## Task item
Below is a listing. Gather each line of it that contains "Cammarata".
++++ Data ++++
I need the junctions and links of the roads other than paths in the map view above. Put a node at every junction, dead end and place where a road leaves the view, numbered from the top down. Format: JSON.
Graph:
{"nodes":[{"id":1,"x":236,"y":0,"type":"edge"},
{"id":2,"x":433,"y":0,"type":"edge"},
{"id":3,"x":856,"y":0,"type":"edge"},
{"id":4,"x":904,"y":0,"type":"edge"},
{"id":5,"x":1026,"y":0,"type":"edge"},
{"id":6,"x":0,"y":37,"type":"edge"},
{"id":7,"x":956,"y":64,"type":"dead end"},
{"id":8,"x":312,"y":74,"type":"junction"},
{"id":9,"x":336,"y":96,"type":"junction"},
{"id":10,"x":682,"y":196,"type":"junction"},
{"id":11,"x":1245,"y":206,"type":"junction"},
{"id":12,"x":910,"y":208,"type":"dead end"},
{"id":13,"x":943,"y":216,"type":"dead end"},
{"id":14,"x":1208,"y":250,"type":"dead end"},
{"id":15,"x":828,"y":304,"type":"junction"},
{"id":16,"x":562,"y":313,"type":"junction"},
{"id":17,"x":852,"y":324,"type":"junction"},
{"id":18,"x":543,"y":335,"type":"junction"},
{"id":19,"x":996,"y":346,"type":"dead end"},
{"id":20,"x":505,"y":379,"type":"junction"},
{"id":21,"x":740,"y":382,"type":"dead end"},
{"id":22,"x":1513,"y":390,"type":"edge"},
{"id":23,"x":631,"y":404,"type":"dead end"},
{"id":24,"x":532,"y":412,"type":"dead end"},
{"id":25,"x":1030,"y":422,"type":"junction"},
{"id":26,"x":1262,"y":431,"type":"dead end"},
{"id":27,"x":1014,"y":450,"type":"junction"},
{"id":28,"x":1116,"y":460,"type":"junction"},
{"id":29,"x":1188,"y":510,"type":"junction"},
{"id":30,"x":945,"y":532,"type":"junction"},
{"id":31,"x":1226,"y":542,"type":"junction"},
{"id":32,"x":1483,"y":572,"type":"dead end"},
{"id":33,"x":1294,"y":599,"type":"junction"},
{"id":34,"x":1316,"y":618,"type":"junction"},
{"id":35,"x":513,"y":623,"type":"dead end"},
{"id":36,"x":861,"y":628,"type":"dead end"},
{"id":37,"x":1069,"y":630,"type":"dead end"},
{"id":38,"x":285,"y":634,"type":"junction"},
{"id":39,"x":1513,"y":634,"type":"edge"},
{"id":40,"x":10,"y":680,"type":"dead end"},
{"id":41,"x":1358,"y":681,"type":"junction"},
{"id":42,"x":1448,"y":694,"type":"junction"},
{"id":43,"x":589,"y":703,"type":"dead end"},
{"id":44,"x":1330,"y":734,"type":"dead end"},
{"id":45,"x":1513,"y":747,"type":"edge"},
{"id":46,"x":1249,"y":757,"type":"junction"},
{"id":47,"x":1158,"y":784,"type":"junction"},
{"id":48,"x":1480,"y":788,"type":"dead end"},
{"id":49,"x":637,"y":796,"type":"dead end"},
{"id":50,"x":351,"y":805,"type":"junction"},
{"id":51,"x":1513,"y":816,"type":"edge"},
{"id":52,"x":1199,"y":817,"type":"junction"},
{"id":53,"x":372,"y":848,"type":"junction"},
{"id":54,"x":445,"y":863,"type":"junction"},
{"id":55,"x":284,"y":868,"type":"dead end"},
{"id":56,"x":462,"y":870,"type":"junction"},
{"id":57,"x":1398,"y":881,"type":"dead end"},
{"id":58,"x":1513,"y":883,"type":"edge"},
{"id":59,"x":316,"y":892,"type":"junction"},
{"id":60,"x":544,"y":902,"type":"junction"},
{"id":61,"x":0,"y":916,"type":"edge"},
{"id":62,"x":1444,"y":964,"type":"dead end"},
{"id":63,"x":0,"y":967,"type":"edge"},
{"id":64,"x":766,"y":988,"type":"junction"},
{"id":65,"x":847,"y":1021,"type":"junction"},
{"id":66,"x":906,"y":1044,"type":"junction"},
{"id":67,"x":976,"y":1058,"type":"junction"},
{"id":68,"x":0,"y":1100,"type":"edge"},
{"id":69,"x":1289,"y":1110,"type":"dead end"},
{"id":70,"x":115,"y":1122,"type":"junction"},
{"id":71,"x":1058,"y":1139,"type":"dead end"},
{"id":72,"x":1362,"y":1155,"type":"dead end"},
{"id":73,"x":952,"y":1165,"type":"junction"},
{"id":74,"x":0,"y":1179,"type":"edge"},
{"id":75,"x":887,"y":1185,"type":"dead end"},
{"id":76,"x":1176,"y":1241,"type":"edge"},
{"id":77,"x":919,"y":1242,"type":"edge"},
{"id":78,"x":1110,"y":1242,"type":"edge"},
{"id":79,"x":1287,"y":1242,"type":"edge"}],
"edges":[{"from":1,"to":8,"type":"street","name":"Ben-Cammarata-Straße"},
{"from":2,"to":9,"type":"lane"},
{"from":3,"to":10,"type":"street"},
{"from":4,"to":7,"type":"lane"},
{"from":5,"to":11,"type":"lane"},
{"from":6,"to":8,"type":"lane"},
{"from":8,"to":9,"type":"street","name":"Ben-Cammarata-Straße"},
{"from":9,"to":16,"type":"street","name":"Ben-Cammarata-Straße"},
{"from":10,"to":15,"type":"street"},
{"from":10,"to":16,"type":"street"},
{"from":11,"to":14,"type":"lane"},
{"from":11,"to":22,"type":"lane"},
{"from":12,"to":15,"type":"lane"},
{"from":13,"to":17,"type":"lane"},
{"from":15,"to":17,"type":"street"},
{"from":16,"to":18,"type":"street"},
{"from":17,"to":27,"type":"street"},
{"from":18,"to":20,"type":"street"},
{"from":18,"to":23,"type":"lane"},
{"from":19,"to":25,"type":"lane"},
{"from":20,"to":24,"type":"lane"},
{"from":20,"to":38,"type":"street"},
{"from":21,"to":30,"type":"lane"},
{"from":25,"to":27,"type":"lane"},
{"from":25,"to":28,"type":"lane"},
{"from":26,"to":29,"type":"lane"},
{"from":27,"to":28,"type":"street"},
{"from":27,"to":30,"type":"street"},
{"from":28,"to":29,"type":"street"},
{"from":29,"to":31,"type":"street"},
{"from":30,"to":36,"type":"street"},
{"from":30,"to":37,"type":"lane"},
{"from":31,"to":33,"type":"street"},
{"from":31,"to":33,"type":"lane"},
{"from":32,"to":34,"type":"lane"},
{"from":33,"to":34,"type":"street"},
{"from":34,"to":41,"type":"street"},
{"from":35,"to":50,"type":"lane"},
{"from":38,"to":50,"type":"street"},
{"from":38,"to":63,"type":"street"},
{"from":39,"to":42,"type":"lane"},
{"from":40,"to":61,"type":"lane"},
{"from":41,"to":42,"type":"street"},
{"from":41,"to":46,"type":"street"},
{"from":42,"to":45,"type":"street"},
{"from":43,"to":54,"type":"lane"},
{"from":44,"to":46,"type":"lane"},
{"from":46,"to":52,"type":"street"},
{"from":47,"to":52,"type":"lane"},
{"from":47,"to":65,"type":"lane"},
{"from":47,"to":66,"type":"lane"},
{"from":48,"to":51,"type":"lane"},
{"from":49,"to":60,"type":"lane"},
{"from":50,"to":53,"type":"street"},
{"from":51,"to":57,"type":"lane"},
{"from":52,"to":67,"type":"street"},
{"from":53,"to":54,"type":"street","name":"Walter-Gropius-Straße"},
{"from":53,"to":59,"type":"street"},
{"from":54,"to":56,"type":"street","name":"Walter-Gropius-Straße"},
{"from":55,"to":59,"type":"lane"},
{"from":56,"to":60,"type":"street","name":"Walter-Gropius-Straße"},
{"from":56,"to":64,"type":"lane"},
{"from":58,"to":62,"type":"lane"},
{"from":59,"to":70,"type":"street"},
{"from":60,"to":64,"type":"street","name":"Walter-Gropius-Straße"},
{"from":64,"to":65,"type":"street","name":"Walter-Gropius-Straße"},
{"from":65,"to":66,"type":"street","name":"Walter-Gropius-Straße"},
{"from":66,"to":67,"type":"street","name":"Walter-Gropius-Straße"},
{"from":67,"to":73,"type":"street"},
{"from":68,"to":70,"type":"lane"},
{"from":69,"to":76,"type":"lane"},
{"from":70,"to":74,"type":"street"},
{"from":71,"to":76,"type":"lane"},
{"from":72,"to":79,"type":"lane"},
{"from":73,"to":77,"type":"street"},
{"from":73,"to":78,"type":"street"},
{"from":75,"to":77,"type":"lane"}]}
++++
## Exercise output
"edges":[{"from":1,"to":8,"type":"street","name":"Ben-Cammarata-Straße"},
{"from":8,"to":9,"type":"street","name":"Ben-Cammarata-Straße"},
{"from":9,"to":16,"type":"street","name":"Ben-Cammarata-Straße"},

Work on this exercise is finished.